▸ **What to work on**:
Set every record down again exactly. Do not carry over the pictures.

========================

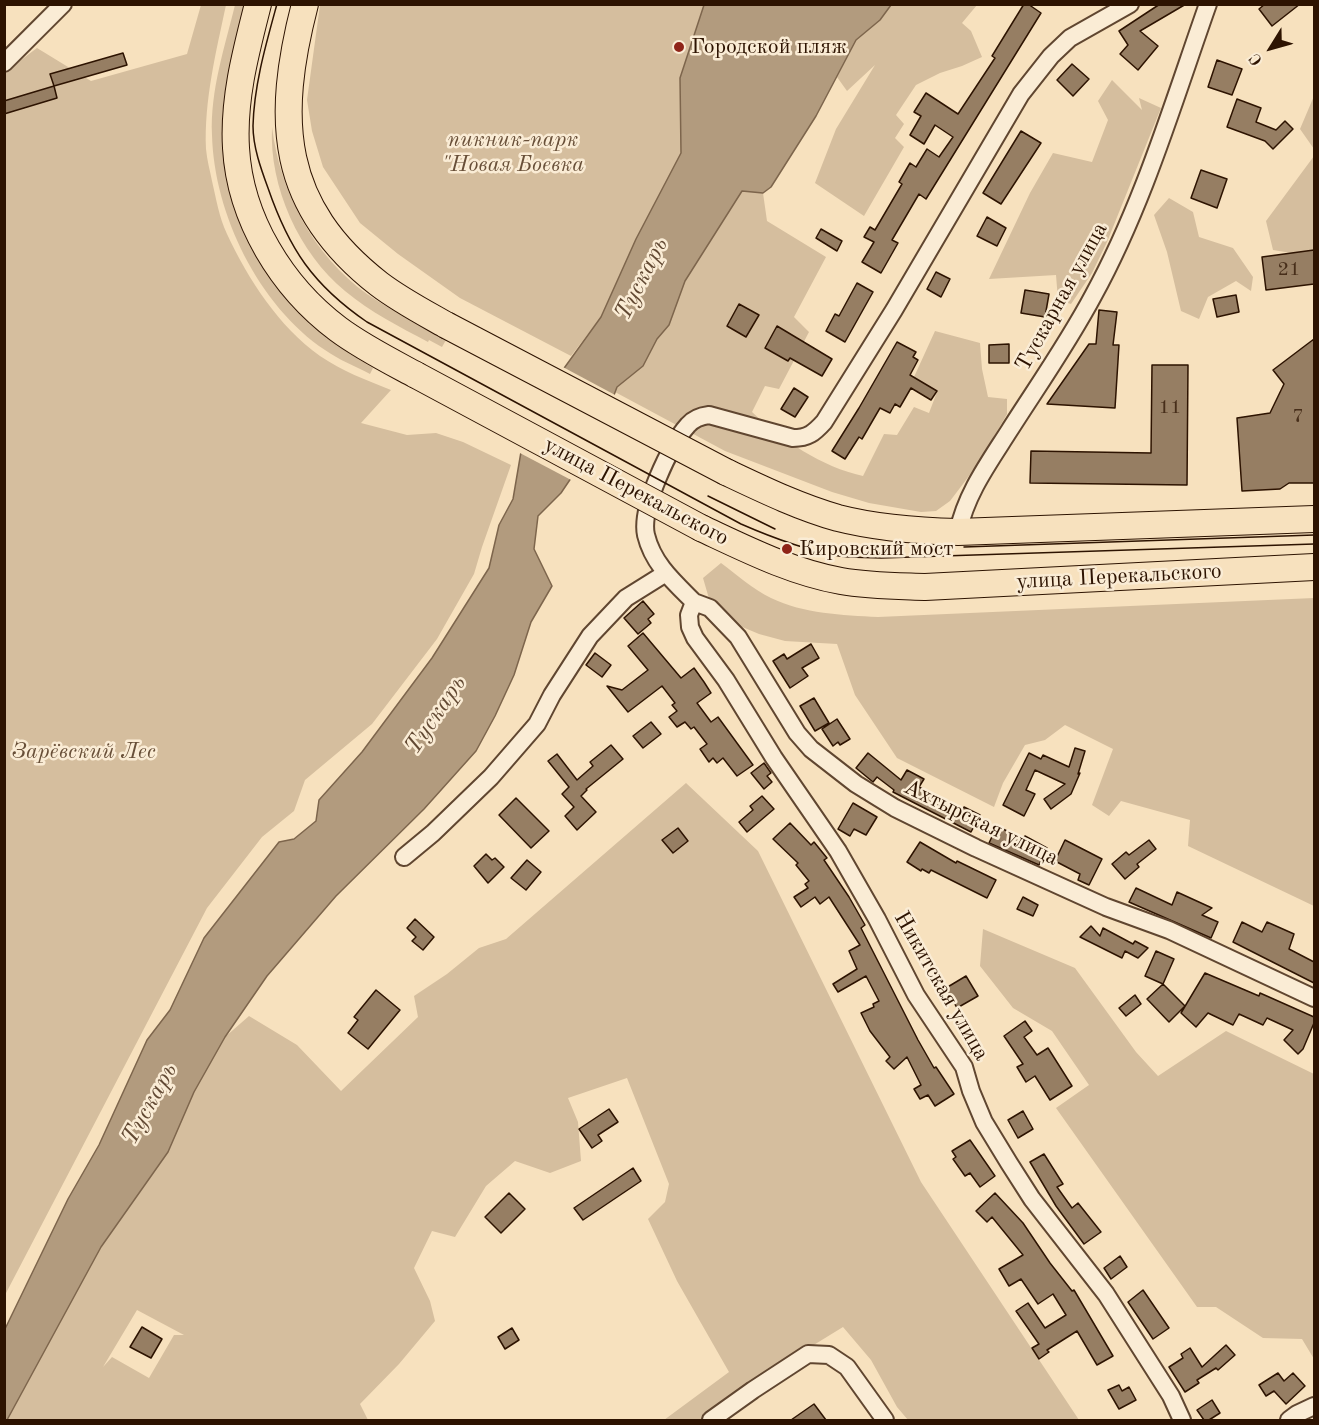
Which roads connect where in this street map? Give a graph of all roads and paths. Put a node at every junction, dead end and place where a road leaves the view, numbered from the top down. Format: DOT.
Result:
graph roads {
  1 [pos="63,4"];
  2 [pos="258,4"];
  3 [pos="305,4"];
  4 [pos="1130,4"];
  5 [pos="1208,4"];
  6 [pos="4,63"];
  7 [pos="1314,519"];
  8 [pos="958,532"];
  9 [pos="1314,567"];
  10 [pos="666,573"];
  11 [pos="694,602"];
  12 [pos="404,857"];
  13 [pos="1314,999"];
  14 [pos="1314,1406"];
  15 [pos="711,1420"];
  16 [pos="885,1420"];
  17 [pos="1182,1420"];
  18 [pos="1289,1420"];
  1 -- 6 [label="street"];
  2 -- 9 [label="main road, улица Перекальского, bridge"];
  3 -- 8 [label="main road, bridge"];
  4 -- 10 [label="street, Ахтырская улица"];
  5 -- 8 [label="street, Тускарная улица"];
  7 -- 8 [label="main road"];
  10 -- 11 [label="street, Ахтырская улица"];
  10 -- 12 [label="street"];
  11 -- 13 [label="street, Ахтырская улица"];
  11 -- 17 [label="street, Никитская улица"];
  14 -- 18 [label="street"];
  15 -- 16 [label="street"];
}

========================

▸ **Response area**:
Which roads connect where in this street map? Give a graph of all roads and paths. Put a node at every junction, dead end and place where a road leaves the view, numbered from the top down. Format: DOT.
Result:
graph roads {
  1 [pos="63,4"];
  2 [pos="258,4"];
  3 [pos="305,4"];
  4 [pos="1130,4"];
  5 [pos="1208,4"];
  6 [pos="4,63"];
  7 [pos="1314,519"];
  8 [pos="958,532"];
  9 [pos="1314,567"];
  10 [pos="666,573"];
  11 [pos="694,602"];
  12 [pos="404,857"];
  13 [pos="1314,999"];
  14 [pos="1314,1406"];
  15 [pos="711,1420"];
  16 [pos="885,1420"];
  17 [pos="1182,1420"];
  18 [pos="1289,1420"];
  1 -- 6 [label="street"];
  2 -- 9 [label="main road, улица Перекальского, bridge"];
  3 -- 8 [label="main road, bridge"];
  4 -- 10 [label="street, Ахтырская улица"];
  5 -- 8 [label="street, Тускарная улица"];
  7 -- 8 [label="main road"];
  10 -- 11 [label="street, Ахтырская улица"];
  10 -- 12 [label="street"];
  11 -- 13 [label="street, Ахтырская улица"];
  11 -- 17 [label="street, Никитская улица"];
  14 -- 18 [label="street"];
  15 -- 16 [label="street"];
}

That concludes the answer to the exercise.